March 26 projection:  81,000 U.S. deaths "over the next four months" (Range: 38,000 - 162,000). At the time of this prediction, 1,761 people in the U.S. had died. Four months later, on July 26, there were 147,033 confirmed U.S. deaths related to COVID-19, according to IHME.

May 4 projection: 134,475 deaths by early August (Range: 95,092 to 242,890). There were 153,209 confirmed U.S. deaths related to COVID-19 on August 1, according to IHME.

June 11 projection: 169,980 U.S. deaths by October 1 (Range: 133,201 - 290,222). According to Johns Hopkins University, the U.S already passed that with 189,557 deaths as of September 8. That was with 23 days to go until October 1.

July 7 projection: 200,000 U.S. deaths by November 1 (Range: 186,087 to 244,541). The U.S. was 10,443 deaths from that mark as of September 8, with still nearly two months to go.

August 6 projection: 295,011 U.S. deaths by December 1 (228,271 with universal mask use). The U.S. would have to average 1,256 COVID-19 deaths per day to hit that mark.

September 3 projection: 410,451 U.S. deaths by January 1, 2021 (Range: 347,551 – 515,272). That's more than double the current number of deaths in the U.S. 

TEGNA reached out to IHME Tuesday for comment on why the exact projections have been underestimated. A response was not received at the time this article was published Wednesday.

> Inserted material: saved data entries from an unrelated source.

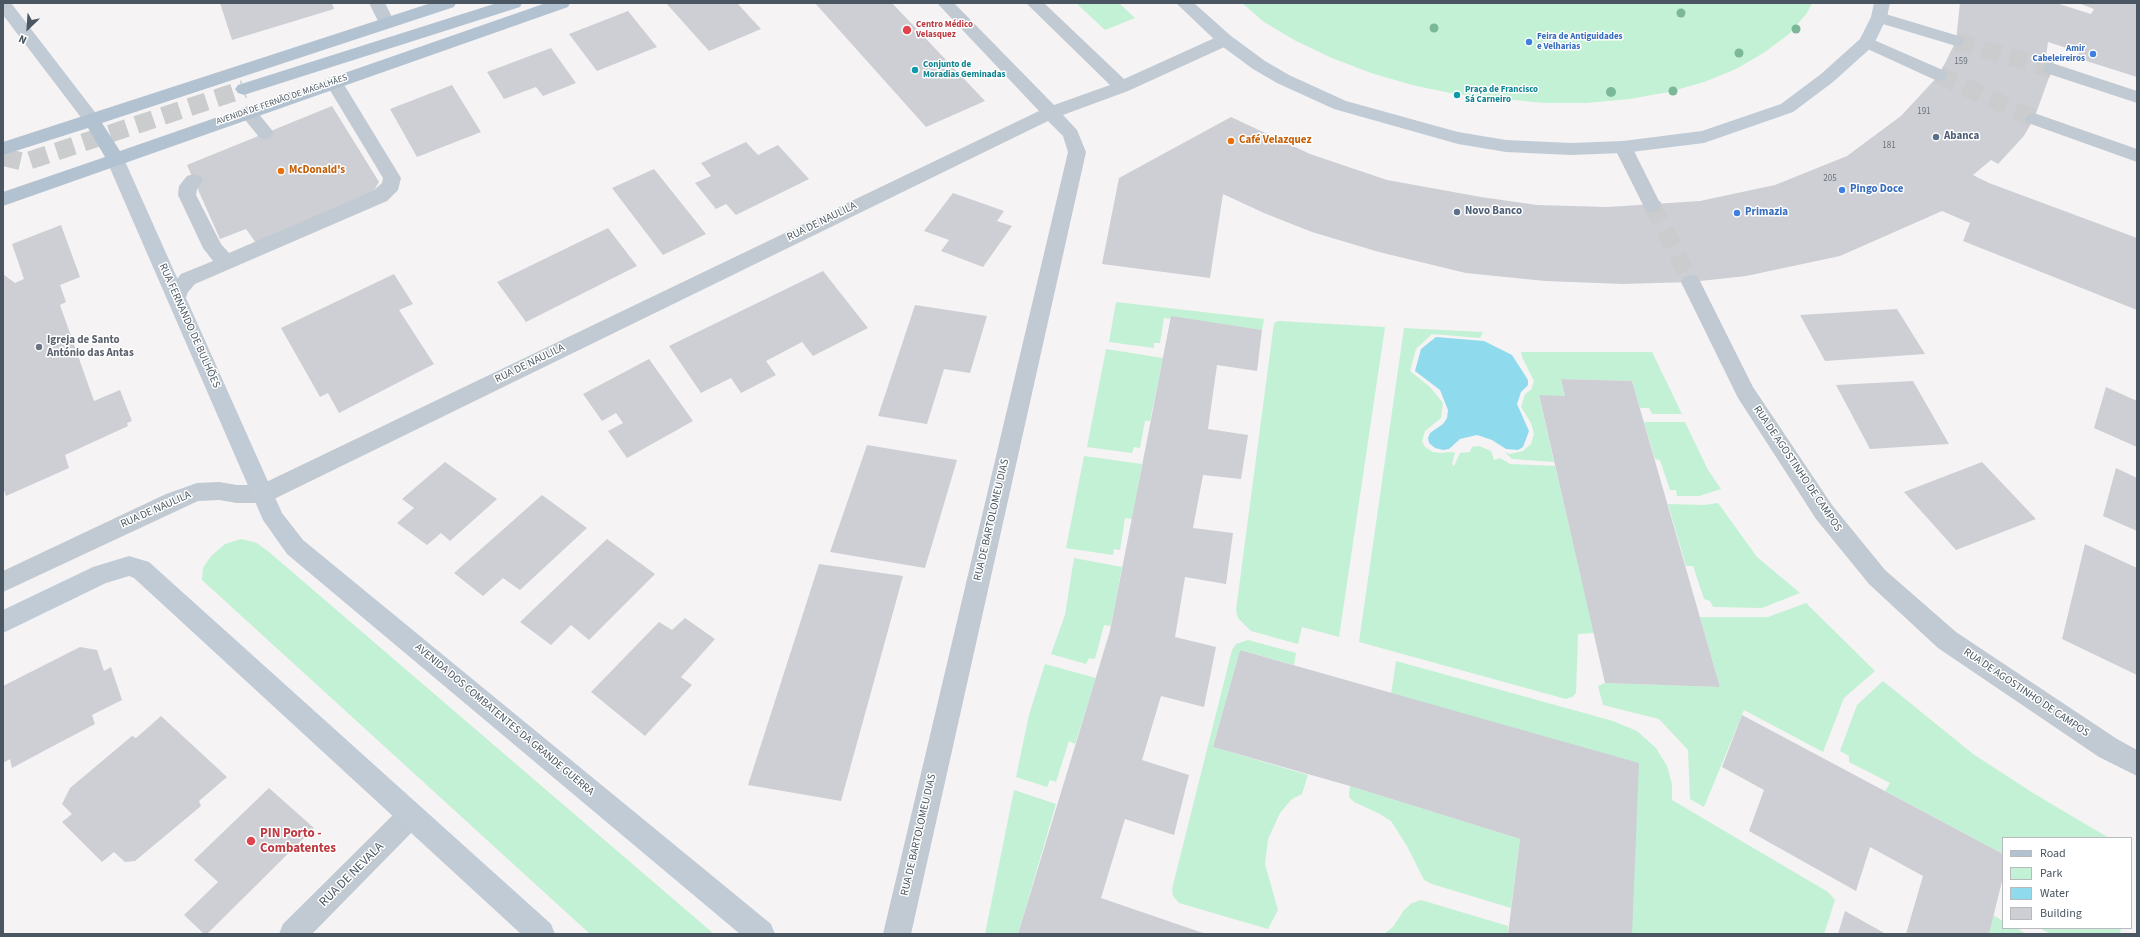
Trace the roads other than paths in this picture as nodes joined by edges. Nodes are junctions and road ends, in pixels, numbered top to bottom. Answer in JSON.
{"nodes":[{"id":1,"x":377,"y":3,"type":"edge"},
{"id":2,"x":446,"y":3,"type":"edge"},
{"id":3,"x":514,"y":3,"type":"edge"},
{"id":4,"x":562,"y":3,"type":"edge"},
{"id":5,"x":945,"y":3,"type":"edge"},
{"id":6,"x":1034,"y":3,"type":"edge"},
{"id":7,"x":1184,"y":3,"type":"edge"},
{"id":8,"x":3,"y":4,"type":"edge"},
{"id":9,"x":1880,"y":10,"type":"edge"},
{"id":10,"x":387,"y":23,"type":"junction"},
{"id":11,"x":1225,"y":40,"type":"junction"},
{"id":12,"x":1956,"y":41,"type":"tunnel mouth"},
{"id":13,"x":1867,"y":42,"type":"junction"},
{"id":14,"x":2052,"y":69,"type":"tunnel mouth"},
{"id":15,"x":1939,"y":74,"type":"tunnel mouth"},
{"id":16,"x":334,"y":82,"type":"junction"},
{"id":17,"x":1122,"y":87,"type":"junction"},
{"id":18,"x":244,"y":89,"type":"tunnel mouth"},
{"id":19,"x":2137,"y":97,"type":"edge"},
{"id":20,"x":248,"y":112,"type":"junction"},
{"id":21,"x":1051,"y":113,"type":"junction"},
{"id":22,"x":2034,"y":119,"type":"tunnel mouth"},
{"id":23,"x":92,"y":120,"type":"junction"},
{"id":24,"x":265,"y":133,"type":"dead end"},
{"id":25,"x":1622,"y":147,"type":"junction"},
{"id":26,"x":3,"y":149,"type":"edge"},
{"id":27,"x":2137,"y":156,"type":"edge"},
{"id":28,"x":115,"y":159,"type":"junction"},
{"id":29,"x":194,"y":181,"type":"dead end"},
{"id":30,"x":3,"y":199,"type":"edge"},
{"id":31,"x":1652,"y":205,"type":"tunnel mouth"},
{"id":32,"x":234,"y":260,"type":"junction"},
{"id":33,"x":1691,"y":282,"type":"tunnel mouth"},
{"id":34,"x":177,"y":297,"type":"junction"},
{"id":35,"x":262,"y":494,"type":"junction"},
{"id":36,"x":3,"y":582,"type":"edge"},
{"id":37,"x":3,"y":622,"type":"edge"},
{"id":38,"x":2137,"y":764,"type":"edge"},
{"id":39,"x":410,"y":816,"type":"junction"},
{"id":40,"x":293,"y":934,"type":"edge"},
{"id":41,"x":541,"y":934,"type":"edge"},
{"id":42,"x":760,"y":934,"type":"edge"},
{"id":43,"x":897,"y":934,"type":"edge"}],
"edges":[{"from":1,"to":10,"type":"street"},
{"from":2,"to":10,"type":"main road"},
{"from":3,"to":18,"type":"main road"},
{"from":4,"to":16,"type":"main road","name":"AVENIDA DE FERNÃO DE MAGALHÃES"},
{"from":5,"to":21,"type":"street"},
{"from":6,"to":17,"type":"street"},
{"from":7,"to":11,"type":"main road"},
{"from":8,"to":23,"type":"main road"},
{"from":9,"to":12,"type":"street"},
{"from":9,"to":13,"type":"main road"},
{"from":10,"to":23,"type":"main road"},
{"from":11,"to":17,"type":"street"},
{"from":11,"to":25,"type":"main road"},
{"from":13,"to":15,"type":"street"},
{"from":13,"to":25,"type":"main road"},
{"from":14,"to":19,"type":"street"},
{"from":16,"to":20,"type":"main road","name":"AVENIDA DE FERNÃO DE MAGALHÃES"},
{"from":16,"to":32,"type":"street"},
{"from":17,"to":21,"type":"street"},
{"from":20,"to":24,"type":"street"},
{"from":20,"to":28,"type":"main road","name":"AVENIDA DE FERNÃO DE MAGALHÃES"},
{"from":21,"to":35,"type":"street","name":"RUA DE NAULILA"},
{"from":21,"to":43,"type":"street","name":"RUA DE BARTOLOMEU DIAS"},
{"from":22,"to":27,"type":"street"},
{"from":23,"to":26,"type":"main road"},
{"from":23,"to":28,"type":"main road"},
{"from":25,"to":31,"type":"street"},
{"from":28,"to":30,"type":"main road","name":"AVENIDA DE FERNÃO DE MAGALHÃES"},
{"from":28,"to":34,"type":"main road","name":"RUA FERNANDO DE BULHÕES"},
{"from":29,"to":32,"type":"street"},
{"from":32,"to":34,"type":"street"},
{"from":33,"to":38,"type":"street","name":"RUA DE AGOSTINHO DE CAMPOS"},
{"from":34,"to":35,"type":"main road","name":"RUA FERNANDO DE BULHÕES"},
{"from":35,"to":36,"type":"street","name":"RUA DE NAULILA"},
{"from":35,"to":42,"type":"main road","name":"AVENIDA DOS COMBATENTES DA GRANDE GUERRA"},
{"from":37,"to":39,"type":"main road"},
{"from":39,"to":40,"type":"street","name":"RUA DE NEVALA"},
{"from":39,"to":41,"type":"main road"}]}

Why aren't the numbers for models like this generally exact? Epidemiologist Caroline Buckee and PhD student Inga Holmdahl wrote in July that three factors are in play: uncertainty about immunity; how infectious or immune COVID-19 patients who have no symptoms are; and contact rates between susceptible and infectious people.

"Model accuracy is constrained by our knowledge of the virus, however. With an emerging disease such as COVID-19, many biologic features of transmission are hard to measure and remain unknown. The most obvious source of uncertainty, affecting all models, is that we don't know how many people are, or have been, infected," Buckee and Holmdahl wrote in the New England Journal of Medicine.